Caméra au poing, Jean-Pierre Thorn avale tous les propos du breaker. Ce réalisateur a rencontré Bouda lors d’un casting. « Pour une comédie musicale, j’ai auditionné 250 danseurs hip-hop. J’ai été émerveillé par la rapidité de ses « pass pass » (figure du hip-hop). Quand on a appris la menace qui pesait sur lui, on a lancé une pétition et recueilli plusieurs milliers de signatures. »
En vain.

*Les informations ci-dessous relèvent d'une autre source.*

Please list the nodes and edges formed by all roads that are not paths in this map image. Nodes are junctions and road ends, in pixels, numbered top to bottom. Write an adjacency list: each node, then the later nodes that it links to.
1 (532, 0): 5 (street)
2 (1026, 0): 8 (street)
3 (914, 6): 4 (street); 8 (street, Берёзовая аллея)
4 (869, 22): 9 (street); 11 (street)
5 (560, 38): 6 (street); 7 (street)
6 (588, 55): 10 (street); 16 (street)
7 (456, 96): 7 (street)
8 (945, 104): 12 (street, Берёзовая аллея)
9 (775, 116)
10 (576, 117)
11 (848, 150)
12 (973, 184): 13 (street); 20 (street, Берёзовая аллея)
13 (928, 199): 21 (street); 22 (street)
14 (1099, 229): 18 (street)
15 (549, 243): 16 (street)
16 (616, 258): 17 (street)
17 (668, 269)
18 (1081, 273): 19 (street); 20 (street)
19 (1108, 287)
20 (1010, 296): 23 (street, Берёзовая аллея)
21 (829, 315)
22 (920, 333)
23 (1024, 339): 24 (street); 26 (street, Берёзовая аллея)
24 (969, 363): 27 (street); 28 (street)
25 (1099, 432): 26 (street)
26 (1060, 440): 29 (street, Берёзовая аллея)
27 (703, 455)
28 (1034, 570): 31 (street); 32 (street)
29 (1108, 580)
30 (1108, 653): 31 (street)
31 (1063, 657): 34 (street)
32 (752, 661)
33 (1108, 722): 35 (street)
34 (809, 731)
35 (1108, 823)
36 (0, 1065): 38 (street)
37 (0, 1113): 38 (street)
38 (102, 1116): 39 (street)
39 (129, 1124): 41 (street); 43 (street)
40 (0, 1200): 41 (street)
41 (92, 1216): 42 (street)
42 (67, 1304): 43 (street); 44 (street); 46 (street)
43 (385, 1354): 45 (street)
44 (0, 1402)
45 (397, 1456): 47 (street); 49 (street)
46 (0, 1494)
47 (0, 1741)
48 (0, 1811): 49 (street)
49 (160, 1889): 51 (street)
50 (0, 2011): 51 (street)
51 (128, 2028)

Le ministère de l’Intérieur refuse d’abroger l’arrêté ministériel d’expulsion. « Parce que Bouda a été condamné pour trafic de stupéfiants », soupire son avocat. « Si on ne lui offre pas d’autre hypothèse, il va retomber, proteste Jean-Pierre Thorn. Il ne prend plus de came. Il a fait ses conneries à 19 ans. A 30, il a droit de se réinsérer dans la société. » « Il a fait un travail social dans sa cité. Il a montré aux mômes qu’il y avait autre chose à faire. Et on nous dit que c’est une menace pour l’ordre public ? », insiste Stéphane Maugendre. Mercredi, Bouda devrait danser dans les salons de l’Hôtel de Ville. D’Okta a lui prévu un rap. « C’est l’égoïsme des frontières qui veille au séisme de la vie », clamera- t-il.